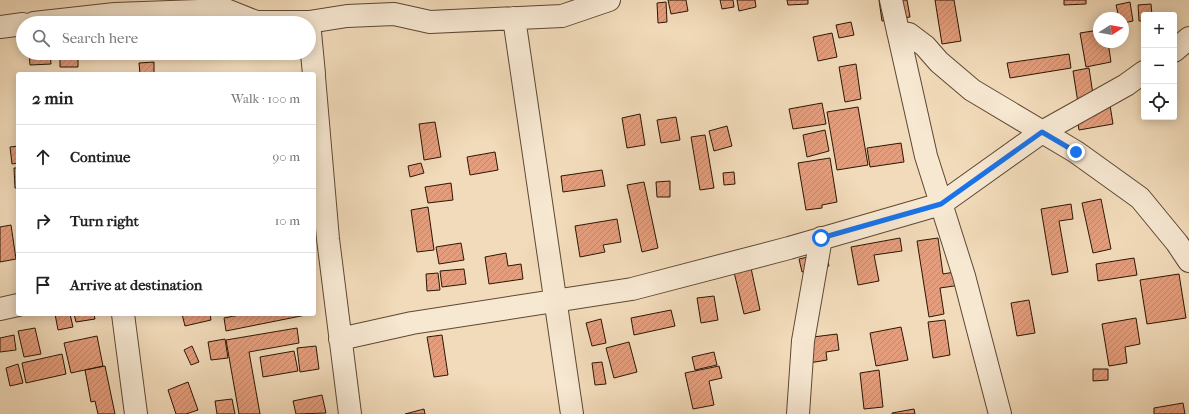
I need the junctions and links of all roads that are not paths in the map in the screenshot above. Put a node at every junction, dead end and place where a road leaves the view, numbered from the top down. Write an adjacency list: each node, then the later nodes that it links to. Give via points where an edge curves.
1 (609, 0): 4 (street)
2 (891, 0): 11 (street)
3 (115, 7): 5 (street); 6 (street, via 226,10)
4 (564, 8): 7 (street)
5 (69, 16)
6 (241, 16)
7 (514, 18): 8 (street, via 430,22 394,14 347,16); 23 (street)
8 (316, 21)
9 (16, 25): 10 (street)
10 (0, 27)
11 (898, 32): 18 (street, via 909,34 925,46 972,90); 19 (street, via 926,156)
12 (1189, 38): 13 (street)
13 (1177, 48)
14 (313, 60): 15 (street)
15 (314, 72)
16 (1141, 74): 18 (street)
17 (316, 124): 21 (street)
18 (1042, 132): 19 (street); 22 (street, via 1076,152 1140,198)
19 (941, 204): 20 (street); 32 (street, via 964,276)
20 (821, 238): 23 (street, via 632,289); 31 (street, via 803,341)
21 (321, 240): 27 (street)
22 (1189, 261)
23 (555, 301): 27 (street, via 412,323); 30 (street)
24 (16, 305): 25 (street)
25 (0, 309)
26 (124, 316): 28 (street)
27 (340, 340): 29 (street)
28 (136, 414)
29 (350, 414)
30 (572, 414)
31 (798, 414)
32 (1000, 414)

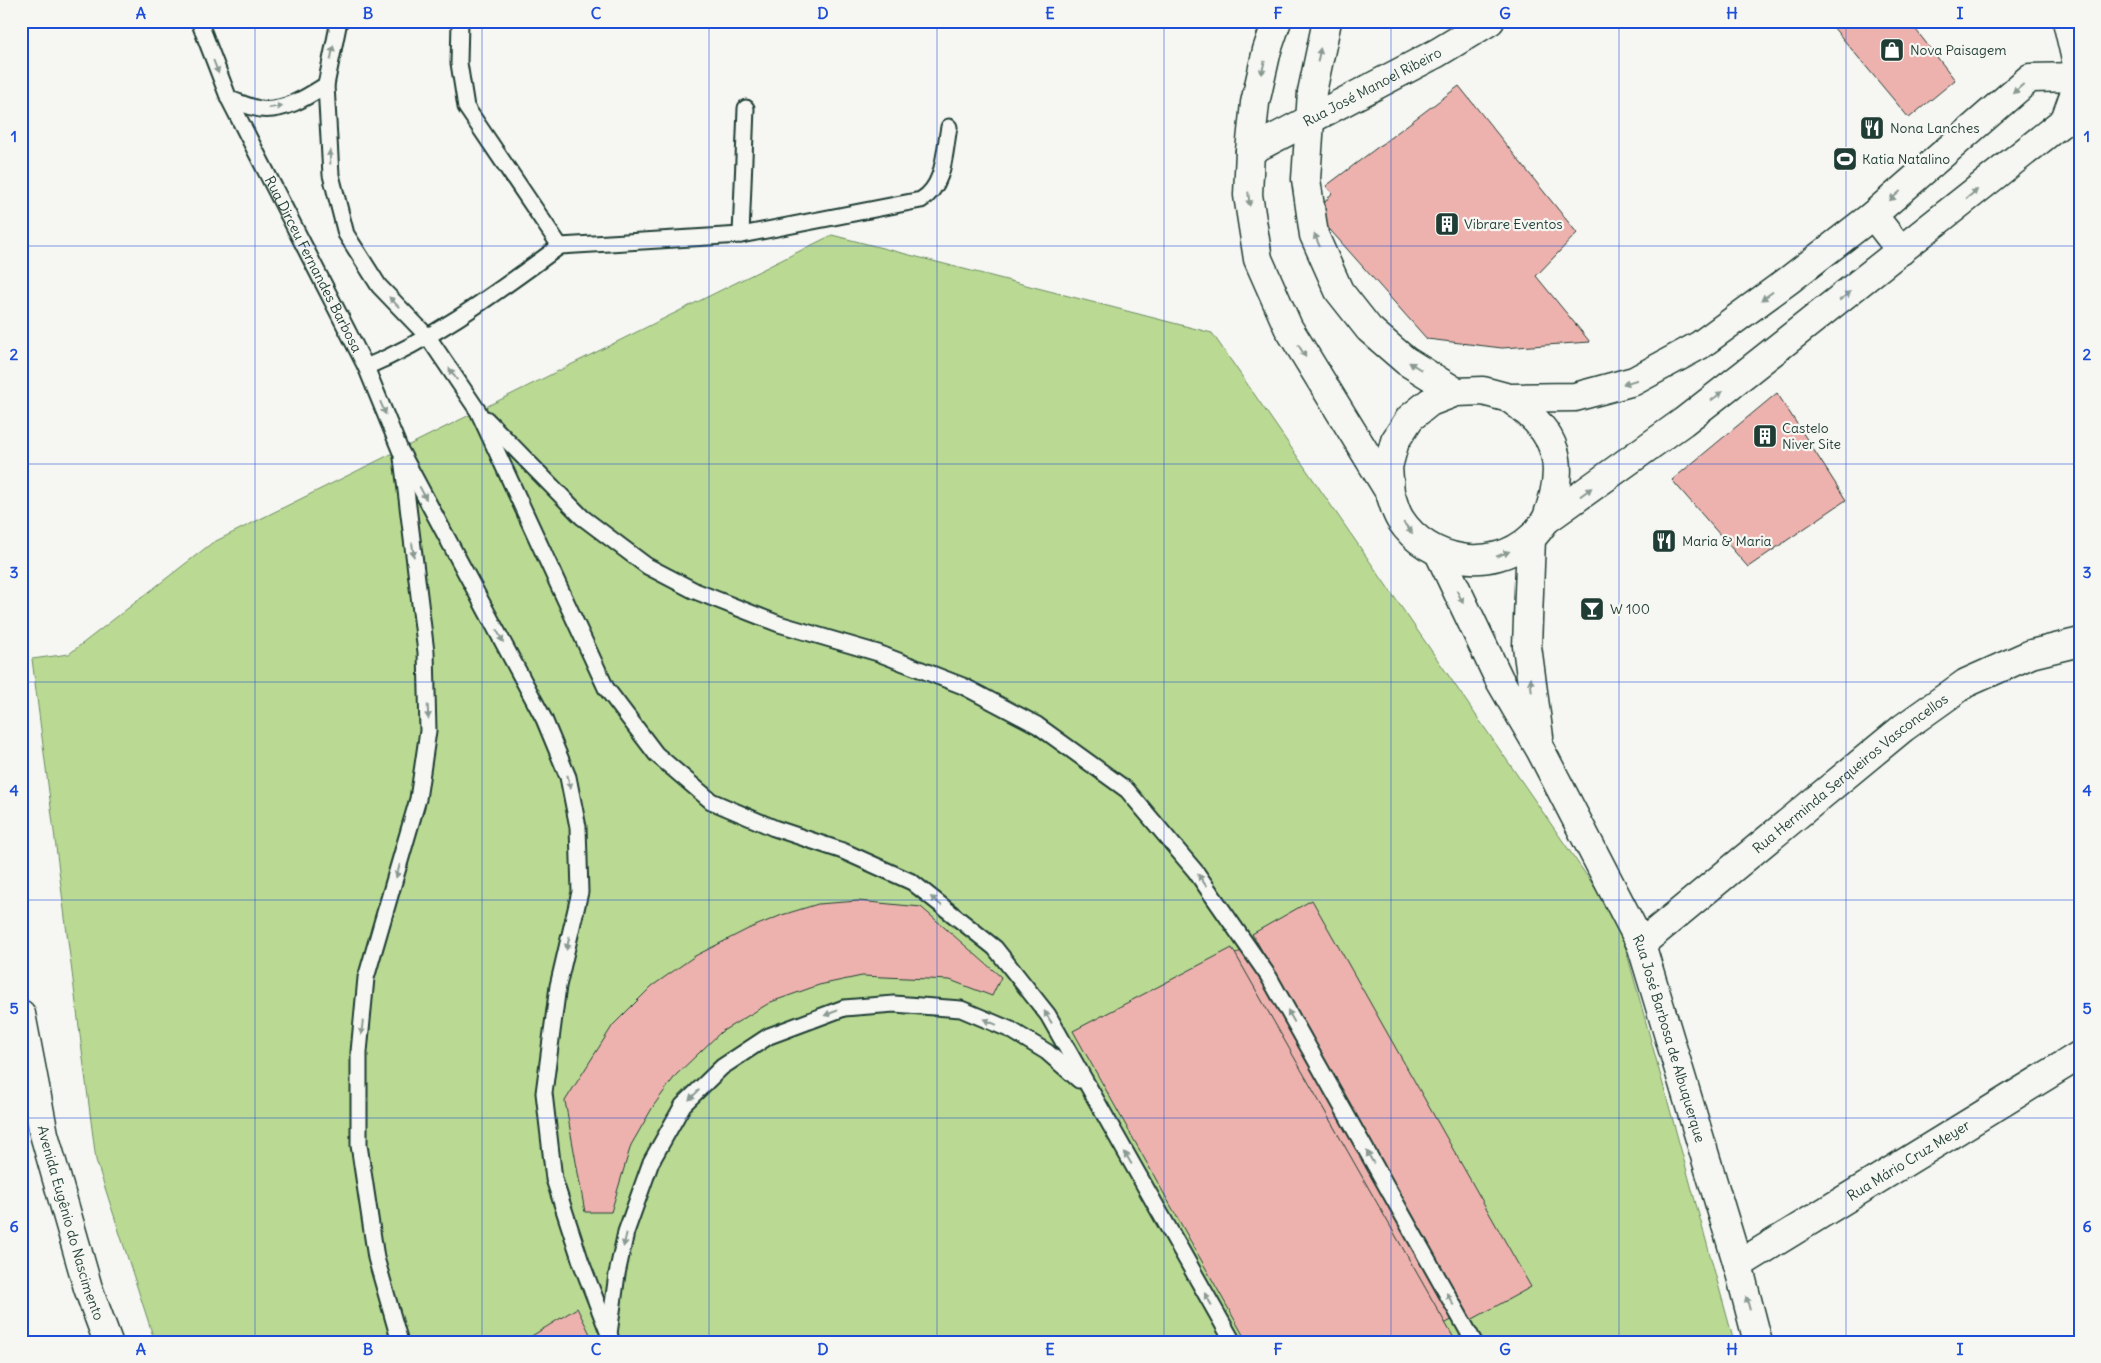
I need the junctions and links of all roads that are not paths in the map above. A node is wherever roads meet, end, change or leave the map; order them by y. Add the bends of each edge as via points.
1 (198, 21) edge
2 (339, 21) edge
3 (460, 21) edge
4 (1277, 21) edge
5 (1327, 21) edge
6 (1490, 21) edge
7 (2067, 21) edge
8 (2080, 77) edge
9 (326, 85) junction
10 (229, 99) junction
11 (746, 108) dead end
12 (1310, 120) junction
13 (949, 127) dead end
14 (1250, 151) junction
15 (1873, 216) junction
16 (741, 236) junction
17 (560, 246) junction
18 (1901, 251) junction
19 (428, 337) junction
20 (366, 367) junction
21 (1456, 392) junction
22 (1509, 398) junction
23 (478, 411) junction
24 (400, 450) junction
25 (1390, 493) junction
26 (1539, 529) junction
27 (1439, 553) junction
28 (2080, 642) edge
29 (1541, 751) junction
30 (1641, 944) junction
31 (21, 1014) edge
32 (2080, 1055) edge
33 (1088, 1087) junction
34 (1738, 1265) junction
35 (611, 1339) edge
36 (108, 1342) edge
37 (400, 1342) edge
38 (1233, 1342) edge
39 (1474, 1342) edge
40 (1758, 1342) edge

1 -> 10 lane, Rua Dirceu Fernandes Barbosa
9 -> 2 lane
3 - 17 lane via 459,63 466,107
4 -> 14 street via 1255,102
12 -> 5 street via 1312,92
6 - 12 street, Rua José Manoel Ribeiro
7 - 8 street
8 -> 15 street via 2030,78
18 -> 8 street via 2065,120
10 -> 9 lane via 260,109 282,108
19 -> 9 lane via 379,286 346,234 331,175
10 - 20 lane, Rua Dirceu Fernandes Barbosa
11 - 16 lane
12 - 14 street, Rua José Manoel Ribeiro
21 -> 12 street via 1406,360 1369,329 1339,291 1314,235 1306,179
13 - 16 lane via 938,183 931,194 921,200
14 -> 25 street via 1248,195 1258,259 1288,327
15 - 18 street
15 -> 22 street via 1700,345 1634,381 1575,397
16 - 17 lane
17 - 19 lane, Rua Dirceu Fernandes Barbosa via 462,317
26 -> 18 street
19 - 20 lane, Rua Dirceu Fernandes Barbosa via 405,351
23 -> 19 lane
20 -> 24 lane
21 - 22 street via 1483,391
21 - 25 street via 1430,402 1410,418 1400,433 1388,467
22 - 26 street via 1532,414 1549,438 1557,465 1556,494
33 -> 23 lane via 1048,1015 995,948 912,882 843,851 774,828 711,801 656,754 606,688
39 -> 23 lane via 1269,977 1196,872 1127,790 1037,725 963,686 878,653 779,624 694,591 646,566 582,518
24 -> 35 lane via 544,719 568,777 578,827 580,892 558,986 544,1093 554,1179
24 -> 37 lane via 426,652 428,732 418,799 366,978 359,1061 359,1145 376,1258
25 -> 27 street via 1399,518 1416,538
27 -> 26 street via 1464,560 1491,559 1512,551
29 -> 26 street, Rua José Barbosa de Albuquerque via 1527,646 1527,608
27 -> 29 street, Rua José Barbosa de Albuquerque via 1499,679
28 - 30 street, Rua Herminda Serqueiros Vasconcellos via 2031,654 1966,684 1903,728
29 - 30 street, Rua José Barbosa de Albuquerque
30 - 34 street, Rua José Barbosa de Albuquerque
31 - 36 street, Avenida Eugênio do Nascimento via 44,1134 88,1288
32 - 34 street, Rua Mário Cruz Meyer
33 -> 35 lane via 1047,1052 1011,1030 961,1009 894,1004 844,1008 770,1036 722,1068 683,1105 651,1162 624,1241 617,1274
38 -> 33 lane
40 -> 34 street, Rua José Barbosa de Albuquerque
• • • • •
● WHAT NEEDS TO BE DONE
Retype the records exactly, but skip the pictures.

● RESPONSE TO THE EXERCISE
I need the junctions and links of all roads that are not paths in the map in the screenshot above. Put a node at every junction, dead end and place where a road leaves the view, numbered from the top down. Write an adjacency list: each node, then the later nodes that it links to. Give via points where an edge curves.
1 (609, 0): 4 (street)
2 (891, 0): 11 (street)
3 (115, 7): 5 (street); 6 (street, via 226,10)
4 (564, 8): 7 (street)
5 (69, 16)
6 (241, 16)
7 (514, 18): 8 (street, via 430,22 394,14 347,16); 23 (street)
8 (316, 21)
9 (16, 25): 10 (street)
10 (0, 27)
11 (898, 32): 18 (street, via 909,34 925,46 972,90); 19 (street, via 926,156)
12 (1189, 38): 13 (street)
13 (1177, 48)
14 (313, 60): 15 (street)
15 (314, 72)
16 (1141, 74): 18 (street)
17 (316, 124): 21 (street)
18 (1042, 132): 19 (street); 22 (street, via 1076,152 1140,198)
19 (941, 204): 20 (street); 32 (street, via 964,276)
20 (821, 238): 23 (street, via 632,289); 31 (street, via 803,341)
21 (321, 240): 27 (street)
22 (1189, 261)
23 (555, 301): 27 (street, via 412,323); 30 (street)
24 (16, 305): 25 (street)
25 (0, 309)
26 (124, 316): 28 (street)
27 (340, 340): 29 (street)
28 (136, 414)
29 (350, 414)
30 (572, 414)
31 (798, 414)
32 (1000, 414)

I need the junctions and links of all roads that are not paths in the map above. A node is wherever roads meet, end, change or leave the map; order them by y. Add the bends of each edge as via points.
1 (198, 21) edge
2 (339, 21) edge
3 (460, 21) edge
4 (1277, 21) edge
5 (1327, 21) edge
6 (1490, 21) edge
7 (2067, 21) edge
8 (2080, 77) edge
9 (326, 85) junction
10 (229, 99) junction
11 (746, 108) dead end
12 (1310, 120) junction
13 (949, 127) dead end
14 (1250, 151) junction
15 (1873, 216) junction
16 (741, 236) junction
17 (560, 246) junction
18 (1901, 251) junction
19 (428, 337) junction
20 (366, 367) junction
21 (1456, 392) junction
22 (1509, 398) junction
23 (478, 411) junction
24 (400, 450) junction
25 (1390, 493) junction
26 (1539, 529) junction
27 (1439, 553) junction
28 (2080, 642) edge
29 (1541, 751) junction
30 (1641, 944) junction
31 (21, 1014) edge
32 (2080, 1055) edge
33 (1088, 1087) junction
34 (1738, 1265) junction
35 (611, 1339) edge
36 (108, 1342) edge
37 (400, 1342) edge
38 (1233, 1342) edge
39 (1474, 1342) edge
40 (1758, 1342) edge

1 -> 10 lane, Rua Dirceu Fernandes Barbosa
9 -> 2 lane
3 - 17 lane via 459,63 466,107
4 -> 14 street via 1255,102
12 -> 5 street via 1312,92
6 - 12 street, Rua José Manoel Ribeiro
7 - 8 street
8 -> 15 street via 2030,78
18 -> 8 street via 2065,120
10 -> 9 lane via 260,109 282,108
19 -> 9 lane via 379,286 346,234 331,175
10 - 20 lane, Rua Dirceu Fernandes Barbosa
11 - 16 lane
12 - 14 street, Rua José Manoel Ribeiro
21 -> 12 street via 1406,360 1369,329 1339,291 1314,235 1306,179
13 - 16 lane via 938,183 931,194 921,200
14 -> 25 street via 1248,195 1258,259 1288,327
15 - 18 street
15 -> 22 street via 1700,345 1634,381 1575,397
16 - 17 lane
17 - 19 lane, Rua Dirceu Fernandes Barbosa via 462,317
26 -> 18 street
19 - 20 lane, Rua Dirceu Fernandes Barbosa via 405,351
23 -> 19 lane
20 -> 24 lane
21 - 22 street via 1483,391
21 - 25 street via 1430,402 1410,418 1400,433 1388,467
22 - 26 street via 1532,414 1549,438 1557,465 1556,494
33 -> 23 lane via 1048,1015 995,948 912,882 843,851 774,828 711,801 656,754 606,688
39 -> 23 lane via 1269,977 1196,872 1127,790 1037,725 963,686 878,653 779,624 694,591 646,566 582,518
24 -> 35 lane via 544,719 568,777 578,827 580,892 558,986 544,1093 554,1179
24 -> 37 lane via 426,652 428,732 418,799 366,978 359,1061 359,1145 376,1258
25 -> 27 street via 1399,518 1416,538
27 -> 26 street via 1464,560 1491,559 1512,551
29 -> 26 street, Rua José Barbosa de Albuquerque via 1527,646 1527,608
27 -> 29 street, Rua José Barbosa de Albuquerque via 1499,679
28 - 30 street, Rua Herminda Serqueiros Vasconcellos via 2031,654 1966,684 1903,728
29 - 30 street, Rua José Barbosa de Albuquerque
30 - 34 street, Rua José Barbosa de Albuquerque
31 - 36 street, Avenida Eugênio do Nascimento via 44,1134 88,1288
32 - 34 street, Rua Mário Cruz Meyer
33 -> 35 lane via 1047,1052 1011,1030 961,1009 894,1004 844,1008 770,1036 722,1068 683,1105 651,1162 624,1241 617,1274
38 -> 33 lane
40 -> 34 street, Rua José Barbosa de Albuquerque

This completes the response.